[AVAILABLE DATA — start]

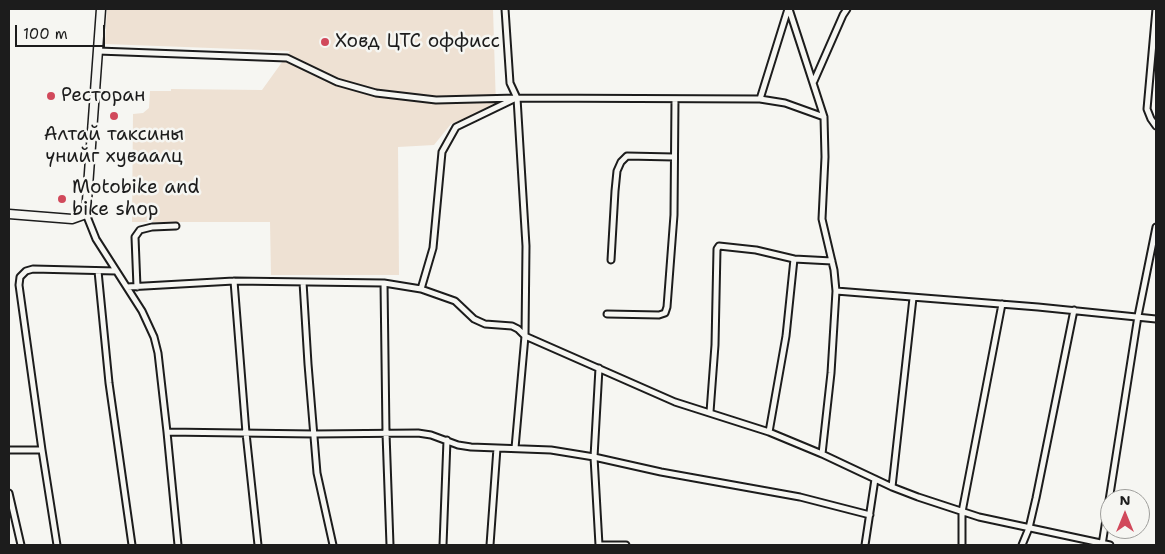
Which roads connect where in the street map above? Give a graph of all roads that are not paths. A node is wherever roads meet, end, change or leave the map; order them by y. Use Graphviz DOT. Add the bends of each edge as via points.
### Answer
graph roads {
  1 [pos="101,9"];
  2 [pos="504,9"];
  3 [pos="788,9"];
  4 [pos="847,9"];
  5 [pos="1156,9"];
  6 [pos="98,51"];
  7 [pos="814,81"];
  8 [pos="517,98"];
  9 [pos="675,99"];
  10 [pos="760,99"];
  11 [pos="824,116"];
  12 [pos="1156,126"];
  13 [pos="674,157"];
  14 [pos="9,214"];
  15 [pos="86,214"];
  16 [pos="176,226"];
  17 [pos="1156,227"];
  18 [pos="794,259"];
  19 [pos="612,260"];
  20 [pos="832,261"];
  21 [pos="98,270"];
  22 [pos="116,270"];
  23 [pos="234,281"];
  24 [pos="303,282"];
  25 [pos="384,283"];
  26 [pos="127,287"];
  27 [pos="137,287"];
  28 [pos="421,289"];
  29 [pos="836,291"];
  30 [pos="913,298"];
  31 [pos="1002,304"];
  32 [pos="1074,310"];
  33 [pos="607,314"];
  34 [pos="1138,316"];
  35 [pos="1156,319"];
  36 [pos="525,336"];
  37 [pos="599,368"];
  38 [pos="710,412"];
  39 [pos="167,432"];
  40 [pos="769,432"];
  41 [pos="246,433"];
  42 [pos="386,433"];
  43 [pos="314,434"];
  44 [pos="447,440"];
  45 [pos="496,448"];
  46 [pos="515,448"];
  47 [pos="9,450"];
  48 [pos="42,450"];
  49 [pos="822,454"];
  50 [pos="594,457"];
  51 [pos="875,479"];
  52 [pos="892,487"];
  53 [pos="9,493"];
  54 [pos="962,512"];
  55 [pos="870,515"];
  56 [pos="1029,528"];
  57 [pos="1102,544"];
  58 [pos="21,545"];
  59 [pos="57,545"];
  60 [pos="132,545"];
  61 [pos="178,545"];
  62 [pos="258,545"];
  63 [pos="332,545"];
  64 [pos="390,545"];
  65 [pos="444,545"];
  66 [pos="490,545"];
  67 [pos="600,545"];
  68 [pos="626,545"];
  69 [pos="865,545"];
  70 [pos="962,545"];
  71 [pos="1022,545"];
  72 [pos="1110,545"];
  1 -- 6 [label="street"];
  2 -- 8 [label="street" via="510,83"];
  3 -- 7 [label="street"];
  3 -- 10 [label="street"];
  4 -- 7 [label="street"];
  5 -- 12 [label="street" via="1147,109"];
  6 -- 8 [label="street" via="287,58 337,82 376,93 436,100"];
  6 -- 15 [label="street"];
  7 -- 11 [label="street"];
  8 -- 9 [label="street"];
  8 -- 28 [label="street" via="456,127 442,152 432,248"];
  8 -- 36 [label="street" via="526,246"];
  9 -- 10 [label="street"];
  9 -- 13 [label="street"];
  10 -- 11 [label="street"];
  11 -- 20 [label="street" via="822,219"];
  13 -- 19 [label="street" via="627,156 620,162 616,171"];
  13 -- 33 [label="street" via="674,215 665,313"];
  14 -- 15 [label="street" via="72,219"];
  15 -- 22 [label="street" via="96,239"];
  16 -- 27 [label="street" via="152,226 140,230 135,237"];
  17 -- 34 [label="street"];
  18 -- 20 [label="street"];
  18 -- 38 [label="street" via="756,250 719,246 717,249"];
  18 -- 40 [label="street" via="786,336"];
  20 -- 29 [label="street"];
  21 -- 22 [label="street"];
  21 -- 48 [label="street" via="32,269 20,277"];
  21 -- 60 [label="street" via="113,412"];
  22 -- 26 [label="street"];
  23 -- 24 [label="street"];
  23 -- 27 [label="street"];
  23 -- 41 [label="street"];
  24 -- 25 [label="street"];
  24 -- 43 [label="street"];
  25 -- 28 [label="street"];
  25 -- 42 [label="street"];
  26 -- 27 [label="street"];
  26 -- 39 [label="street" via="147,320 156,344"];
  28 -- 36 [label="street" via="455,301 474,319 485,324 512,326"];
  29 -- 30 [label="street"];
  29 -- 49 [label="street"];
  30 -- 31 [label="street"];
  30 -- 52 [label="street"];
  31 -- 32 [label="street"];
  31 -- 54 [label="street"];
  32 -- 34 [label="street"];
  32 -- 56 [label="street"];
  34 -- 35 [label="street"];
  34 -- 57 [label="street"];
  36 -- 37 [label="street"];
  36 -- 46 [label="street"];
  37 -- 38 [label="street" via="674,402"];
  37 -- 50 [label="street"];
  38 -- 40 [label="street"];
  39 -- 41 [label="street"];
  39 -- 61 [label="street"];
  40 -- 49 [label="street"];
  41 -- 43 [label="street"];
  41 -- 62 [label="street"];
  42 -- 43 [label="street"];
  42 -- 44 [label="street" via="418,433"];
  42 -- 64 [label="street"];
  43 -- 63 [label="street" via="317,473"];
  44 -- 45 [label="street" via="471,447"];
  44 -- 65 [label="street"];
  45 -- 46 [label="street"];
  45 -- 66 [label="street"];
  46 -- 50 [label="street"];
  47 -- 48 [label="street"];
  48 -- 59 [label="street"];
  49 -- 51 [label="street"];
  50 -- 55 [label="street" via="800,497"];
  50 -- 67 [label="street"];
  51 -- 52 [label="street"];
  51 -- 55 [label="street"];
  52 -- 54 [label="street"];
  53 -- 58 [label="street"];
  54 -- 56 [label="street"];
  54 -- 70 [label="street"];
  55 -- 69 [label="street"];
  56 -- 57 [label="street"];
  56 -- 71 [label="street"];
  57 -- 72 [label="street"];
  67 -- 68 [label="street"];
}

[AVAILABLE DATA — finish]

→ WHAT YOU ARE ASKED TO DO
Find the lines in the records above that hold the word "graph", and give only how many there are.

→ ANSWER TO THE EXERCISE
2